Day: October 26, 2018

Doctoral Finishing Fellowship Fall 2018 Recipient – Jingyuan Wang

Jingyuan Wang
Electrical Engineering

My research assistant position at Michigan Tech gives me an opportunity to not only work hard but also to work smart and efficiently towards my goals. I feel satisfaction and pride when helping and as a member of my research group. For my PhD research, I am working on demand response, optimal power flow, integration of distributed energy resources, improving computational performances on large-scale power grids with decentralized approaches, and developing Hardware-in-the-Loop simulation on large-scale transmission and distribution systems with Opal-RT, GAMS and Raspberry Pi server.

As a teaching assistant for two years in the past, I have learned that I should not only lead students and help them with problems, but also encourage and motivate them through open communication. By doing this, students show great enthusiasm for their study, which I find incredibly rewarding. Also, as a member of Society of Women Engineers (SWE), I communicate with female engineering alumni from Michigan Tech and learn a lot from them, such as how to balance life, work and family, and how to successfully deal with the issues that I will encounter as a female engineer in the future.
I would like to thank the Electrical and Computer Engineering Department and the Graduate School for funding my academic endeavor. I would like to thank my PhD advisor, Dr. Sumit Paudyal, for supporting me in the past five years. I appreciated every single insightful discussion about my research with him and every single piece of suggestion that he ever gave me.

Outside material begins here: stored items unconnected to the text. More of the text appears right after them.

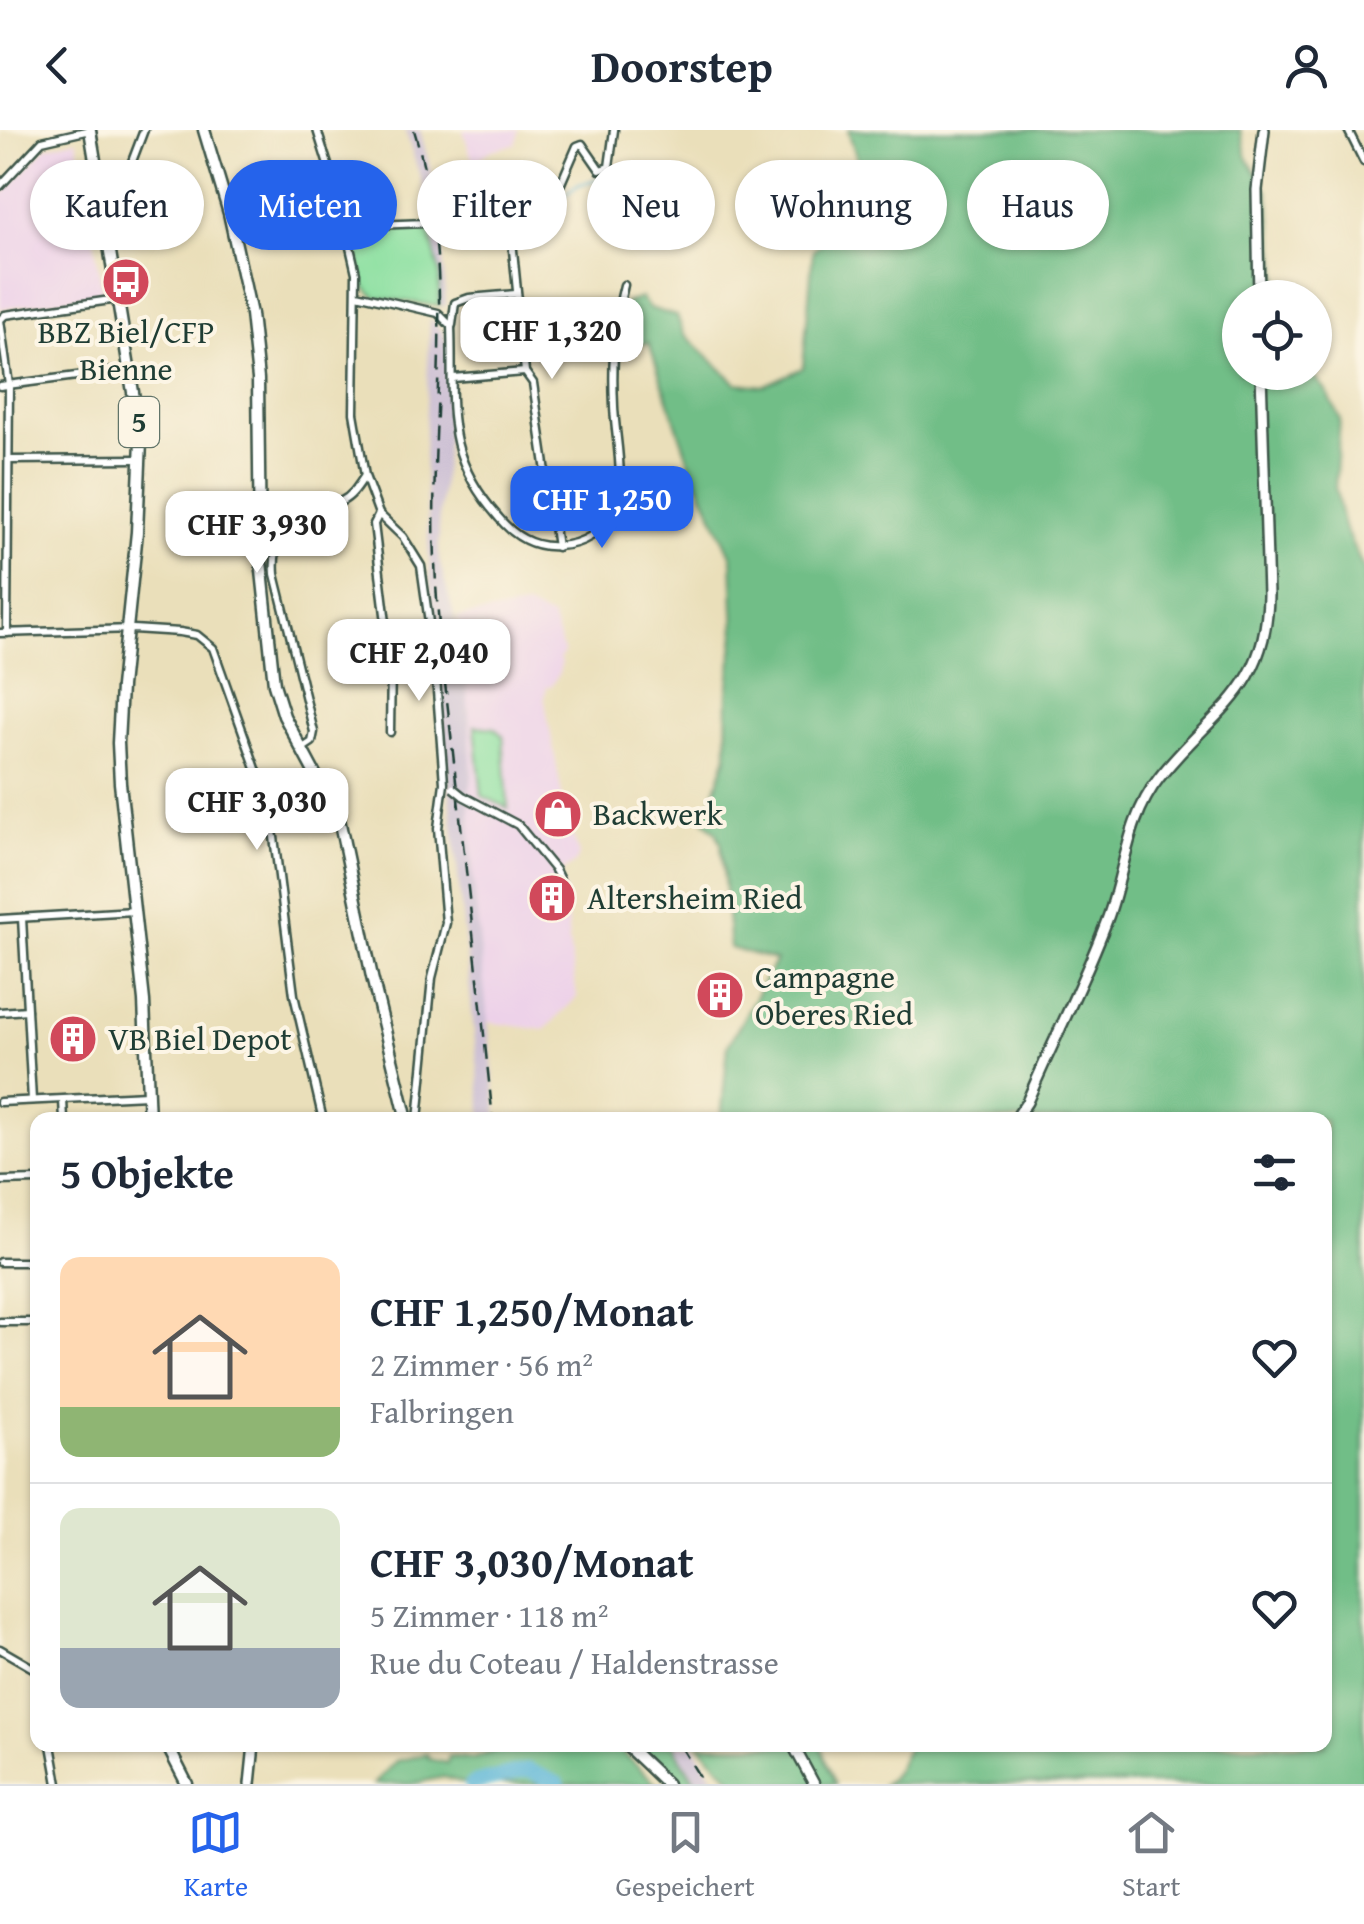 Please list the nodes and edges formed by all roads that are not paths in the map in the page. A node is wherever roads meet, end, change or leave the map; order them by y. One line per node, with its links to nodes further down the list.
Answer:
1 (90, 130): 8 (street); 9 (main road, 5)
2 (144, 130): 10 (street)
3 (204, 130): 40 (main road)
4 (317, 130): 11 (street)
5 (614, 130): 14 (street)
6 (1264, 130): 18 (street)
7 (1348, 130): 12 (street)
8 (56, 133): 13 (street)
9 (95, 160)
10 (132, 160)
11 (326, 160)
12 (1364, 162)
13 (0, 186)
14 (397, 224)
15 (111, 250): 22 (main road, 5)
16 (350, 250): 20 (street)
17 (513, 250): 21 (street)
18 (1259, 280)
19 (624, 286): 36 (street)
20 (358, 294): 24 (street); 33 (street)
21 (516, 294): 23 (street); 27 (street)
22 (119, 298): 26 (main road, 5); 29 (street)
23 (455, 304): 24 (street); 25 (street)
24 (438, 313): 25 (street)
25 (452, 326): 28 (street)
26 (130, 369): 29 (street); 31 (main road, 5)
27 (524, 372): 28 (street); 36 (street)
28 (454, 378): 36 (street)
29 (4, 386): 32 (street)
30 (1262, 390): 57 (street)
31 (140, 459): 32 (street); 37 (main road, 5)
32 (8, 460): 34 (street)
33 (365, 476): 35 (street); 40 (street)
34 (4, 509): 38 (street)
35 (379, 514): 39 (street); 41 (street)
36 (558, 546)
37 (127, 630): 38 (street); 43 (main road, 5); 54 (street)
38 (4, 633)
39 (390, 732)
40 (302, 748): 55 (main road)
41 (444, 783): 42 (street, bridge); 56 (street)
42 (565, 890)
43 (134, 912): 45 (street); 48 (main road, 5)
44 (0, 918): 45 (street)
45 (22, 918): 46 (street)
46 (27, 1010): 47 (street); 49 (street)
47 (0, 1012)
48 (148, 1095): 50 (street); 53 (main road, 5)
49 (32, 1100): 50 (street); 51 (street)
50 (63, 1100): 52 (street)
51 (0, 1102)
52 (64, 1112)
53 (149, 1112)
54 (321, 1112)
55 (406, 1112)
56 (419, 1112)
57 (1021, 1112)
58 (30, 1180): 59 (street)
59 (0, 1181)
60 (0, 1262): 61 (street)
61 (30, 1262)
62 (0, 1322): 63 (street)
63 (30, 1322)
64 (0, 1649): 65 (street)
65 (30, 1667)
66 (52, 1752): 71 (street)
67 (171, 1752): 72 (main road)
68 (253, 1752): 73 (street)
69 (633, 1752): 74 (main road)
70 (796, 1752): 75 (street)
71 (58, 1784)
72 (187, 1784)
73 (250, 1784)
74 (667, 1784)
75 (814, 1784)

Doctoral Finishing Fellowship Fall 2018 Recipient – Priscilla Addison

Priscilla Addison
Geological Engineering

My interest in engineering started in childish defiance of wanting to prove to majority of the people I came across that girls can be engineers too, and pretty great ones at that! But thankfully it ended up being something I enjoyed immensely. My personality is more logical than emotional, so in school I found myself gravitating towards the Math and Physics subjects because of the structure in them. I enjoy that these subjects can help give the breakdown of why and how most things work. During my undergrad, I majored in civil engineering but got more interested in the geotecthnical/geological aspect of the discipline because of the encompassing nature of this subfield. I like the fact that it puts me in the heart of basically everything of the built environment since geological engineering deals with virtually everything that touches the earth! In my current role as a PhD candidate, I have been developing predictive models to isolate locations in the western US that are vulnerable to debris flows occurrences after wildfires. A recent model has been able to predict 8 out of 10 of these disastrous locations, which is a great improvement on the 4 out of 10 that an earlier model was predicting a couple years ago. This makes me so happy because it is a great step towards mitigating/ preventing the devastations usually associated with these events.

Throughout my academic career, I have been so lucky to have met so many wonderful people, especially my advisor, Dr. Oommen, who has been nothing short of supportive through all the highs and lows of this wringer of a grad school journey. He truly is amazing! I am also very thankful to the Graduate School for this award of Finishing Fellowship which is making it possible for me to fully concentrate on writing my dissertation and defending it without worrying about finances anymore. Medaase— this means “thank you” in my native language, Twi.